PROVIDED RECORDS Start Marker

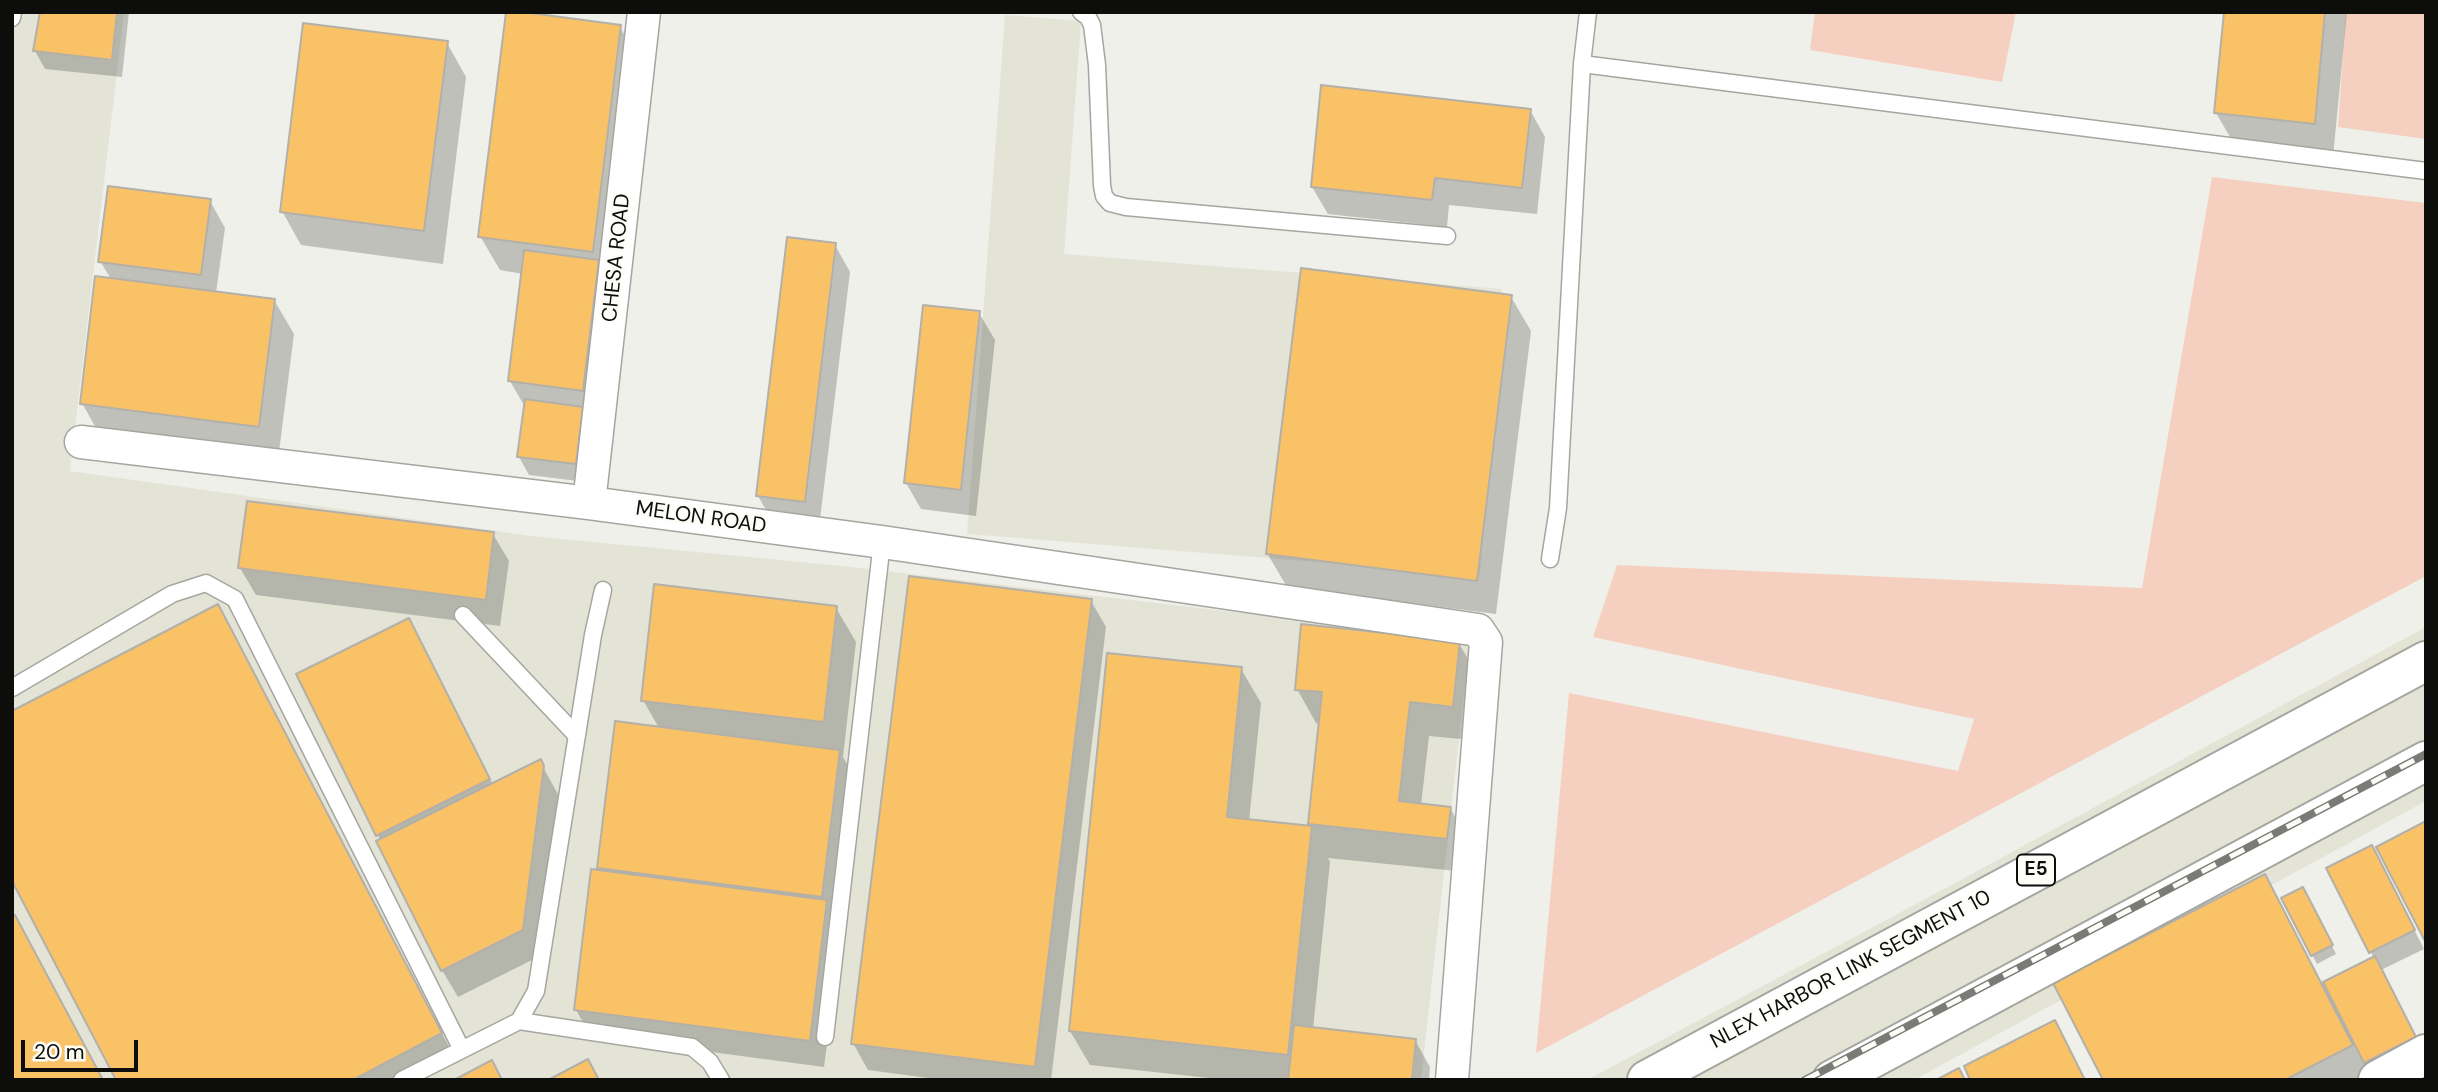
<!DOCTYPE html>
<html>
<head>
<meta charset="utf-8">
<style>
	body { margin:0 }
	#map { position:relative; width:2438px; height:1092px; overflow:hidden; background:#eff0e9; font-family:"DM Sans",sans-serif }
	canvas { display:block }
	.frame { position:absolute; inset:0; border:14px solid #0d0d0b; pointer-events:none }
	.scale { position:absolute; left:21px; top:1040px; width:117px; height:32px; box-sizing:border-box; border:4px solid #0d0d0b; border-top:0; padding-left:9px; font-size:21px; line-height:24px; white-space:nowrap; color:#0d0d0b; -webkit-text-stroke:5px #fdfdf7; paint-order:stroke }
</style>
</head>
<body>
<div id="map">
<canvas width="2438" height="1092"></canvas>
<div class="frame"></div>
<div class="scale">20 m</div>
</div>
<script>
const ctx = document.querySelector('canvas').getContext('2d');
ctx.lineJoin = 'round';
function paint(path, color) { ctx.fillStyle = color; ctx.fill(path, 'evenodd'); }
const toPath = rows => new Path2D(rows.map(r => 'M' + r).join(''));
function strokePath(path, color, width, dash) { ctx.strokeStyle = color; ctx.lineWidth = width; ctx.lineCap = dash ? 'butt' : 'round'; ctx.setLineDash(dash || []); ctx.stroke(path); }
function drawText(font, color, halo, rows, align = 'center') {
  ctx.font = font + ' "DM Sans",sans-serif'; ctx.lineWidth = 5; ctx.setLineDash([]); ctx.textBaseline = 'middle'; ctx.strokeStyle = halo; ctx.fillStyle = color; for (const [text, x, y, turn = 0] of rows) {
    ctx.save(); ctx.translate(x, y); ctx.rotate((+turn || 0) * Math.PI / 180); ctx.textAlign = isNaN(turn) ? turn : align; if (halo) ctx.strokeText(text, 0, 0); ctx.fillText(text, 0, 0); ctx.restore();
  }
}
const built = toPath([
	[12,12,124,12,70,471,531,536,842,566,1470,640,1421,1080,12,1080],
	[1005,15,1081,21,1064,254,1502,289,1480,575,967,534],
	[2426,627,2426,801,1914,1080,1587,1080,1946,888]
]);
const green = toPath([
	[1815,12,2016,12,2002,82,1810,50],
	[2346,12,2426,12,2426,139,2338,127],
	[2212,177,2426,203,2426,576,1536,1053,1569,693,1958,771,1974,719,1593,637,1617,565,2142,588]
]);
const shadow = toPath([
	[42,12,129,12,122,77,45,69,35,51],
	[2225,12,2347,12,2333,157,2236,147,2216,113],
	[620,27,640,61,586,482,529,475,519,457,525,407,510,381,523,274,500,270,480,236],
	[447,43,466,77,443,264,301,245,282,211],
	[1530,110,1545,137,1537,214,1449,205,1447,227,1328,214,1312,187],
	[210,201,225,228,216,293,274,300,294,334,278,460,101,437,82,403,111,279,100,261],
	[835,245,850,272,819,528,773,522,758,496],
	[1511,297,1531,331,1496,614,1287,587,1267,553],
	[979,313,995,340,976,516,921,509,906,483],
	[493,534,509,561,500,626,256,595,240,568],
	[1091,601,1106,627,1051,1080,943,1080,868,1070,853,1043],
	[218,606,456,1060,419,1080,118,1080],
	[836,608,856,642,843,757,855,778,842,928,824,1067,591,1036,576,1010,602,872,599,868,659,728,643,700],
	[408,620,428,654,493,785,540,762,558,794,538,957,458,997,442,970,378,835],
	[1458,642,1478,676,1471,740,1429,736,1421,805,1450,808,1470,842,1466,872,1328,858,1330,862,1313,1029,1415,1040,1430,1067,1429,1080,1227,1080,1090,1065,1070,1031,1241,669,1261,703,1249,821,1312,828,1310,824,1320,724,1316,723,1297,689],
	[2372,847,2424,949,2381,970,2425,1056,2376,1080,2367,1065,2364,1066,2370,1080,2105,1080,2284,910,2336,1012,2339,1010,2374,958,2329,869],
	[2308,897,2336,954,2317,964,2283,899]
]);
const building = toPath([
	[40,12,117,12,112,60,33,51,40,12],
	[506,12,523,12,621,25,593,252,478,237,506,12],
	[2224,12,2325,12,2315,124,2214,113,2224,12],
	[303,23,448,41,424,231,280,212,303,23],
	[1321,85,1531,109,1522,188,1435,178,1432,200,1311,187,1321,85],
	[108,186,211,199,201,275,98,262,108,186],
	[787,237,836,243,805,502,756,496,787,237],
	[524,250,599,260,583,391,508,381,524,250],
	[1301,268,1512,295,1477,581,1266,554,1301,268],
	[95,276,275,299,259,427,80,404,95,276],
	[923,305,980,311,961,490,904,483,923,305],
	[525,399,583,407,576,464,517,457,525,399],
	[247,501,494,532,486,600,238,568,247,501],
	[909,576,1092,599,1035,1067,851,1044,909,576],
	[654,584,837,606,824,722,641,701,654,584],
	[218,604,442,1033,353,1080,116,1080,12,881,12,711,218,604],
	[409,618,490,779,376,836,296,674,409,618],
	[1301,624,1460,641,1453,707,1410,702,1399,801,1451,807,1447,839,1308,824,1322,692,1295,690,1301,624],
	[1107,653,1242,667,1227,817,1312,826,1288,1055,1069,1031,1107,653],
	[615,721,840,750,822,897,597,868,615,721],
	[541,759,544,766,523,930,441,971,376,841,541,759],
	[2426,821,2426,943,2376,847,2426,821],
	[2372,845,2415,930,2369,953,2326,868,2372,845],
	[591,869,827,900,810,1041,574,1010,591,869],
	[2265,874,2353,1045,2285,1080,2103,1080,2053,983,2265,874],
	[2303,887,2333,945,2311,956,2281,898,2303,887],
	[15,915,103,1080,12,1080,12,916,15,915],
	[2375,956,2416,1037,2364,1063,2323,982,2375,956],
	[2055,1020,2085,1080,1970,1080,1964,1066,2055,1020],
	[1294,1025,1416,1039,1412,1080,1288,1080,1294,1025],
	[588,1059,599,1080,548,1080,588,1059],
	[492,1060,502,1080,454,1080,492,1060],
	[1959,1068,1965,1080,1936,1080,1959,1068]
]);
const lane = toPath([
	[1081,12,1088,17,1092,25,1097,65,1102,185,1104,196,1110,203,1126,207,1447,236],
	[12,18,13,12],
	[1582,64,2426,171],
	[1550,559,1558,508,1582,64,1588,12],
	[463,615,577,736],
	[12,688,172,594,206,583,235,599,461,1048],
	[519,1021,692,1047,710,1062,721,1080],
	[825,1037,882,542],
	[402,1080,519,1021,536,991,593,635,603,590]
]);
const street = toPath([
	[81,442,589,503,882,542,1478,630,1486,642,1452,1080],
	[589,503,644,12]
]);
const secondary = toPath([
	[2378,1080,2426,1054]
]);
const highway = toPath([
	[1647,1080,2426,661],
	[1832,1080,2426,761]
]);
const rail = toPath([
	[1805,1080,2426,754]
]);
const shields = [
	[2036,870,38]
];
const shieldNames = [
	["E5",2036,870]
];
const streetNames = [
	["CHESA ROAD",617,258,-84],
	["MELON ROAD",701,518,8],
	["NLEX HARBOR LINK SEGMENT 10",1851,970,-28]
];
paint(built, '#e3e4d6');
paint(green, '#f5d0c0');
paint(shadow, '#0003');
paint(building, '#fac267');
strokePath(building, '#b3b0aa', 2);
strokePath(lane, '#a6a6a0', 19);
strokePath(street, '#a6a6a0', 35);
strokePath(secondary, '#a6a6a0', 42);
strokePath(highway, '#a6a6a0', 42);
strokePath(lane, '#fff', 16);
strokePath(street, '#fff', 32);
strokePath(secondary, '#fff', 38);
strokePath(highway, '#fff', 38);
strokePath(rail, '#7a7b76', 8);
strokePath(rail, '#fdfdf7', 5, [16]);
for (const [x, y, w] of shields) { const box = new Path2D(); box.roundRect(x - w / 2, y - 15.5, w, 31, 5); ctx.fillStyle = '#fdfdf7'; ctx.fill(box); strokePath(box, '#0d0d0b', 2); }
drawText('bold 19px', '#0d0d0b', null, shieldNames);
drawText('21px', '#0d0d0b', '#fdfdf7', streetNames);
</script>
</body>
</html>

PROVIDED RECORDS End Marker

> PROBLEM STATEMENT
Looking at the records above, how many of their lines carry the string "turn"? Answer with the number and nothing else.

> SOLUTION BELOW
2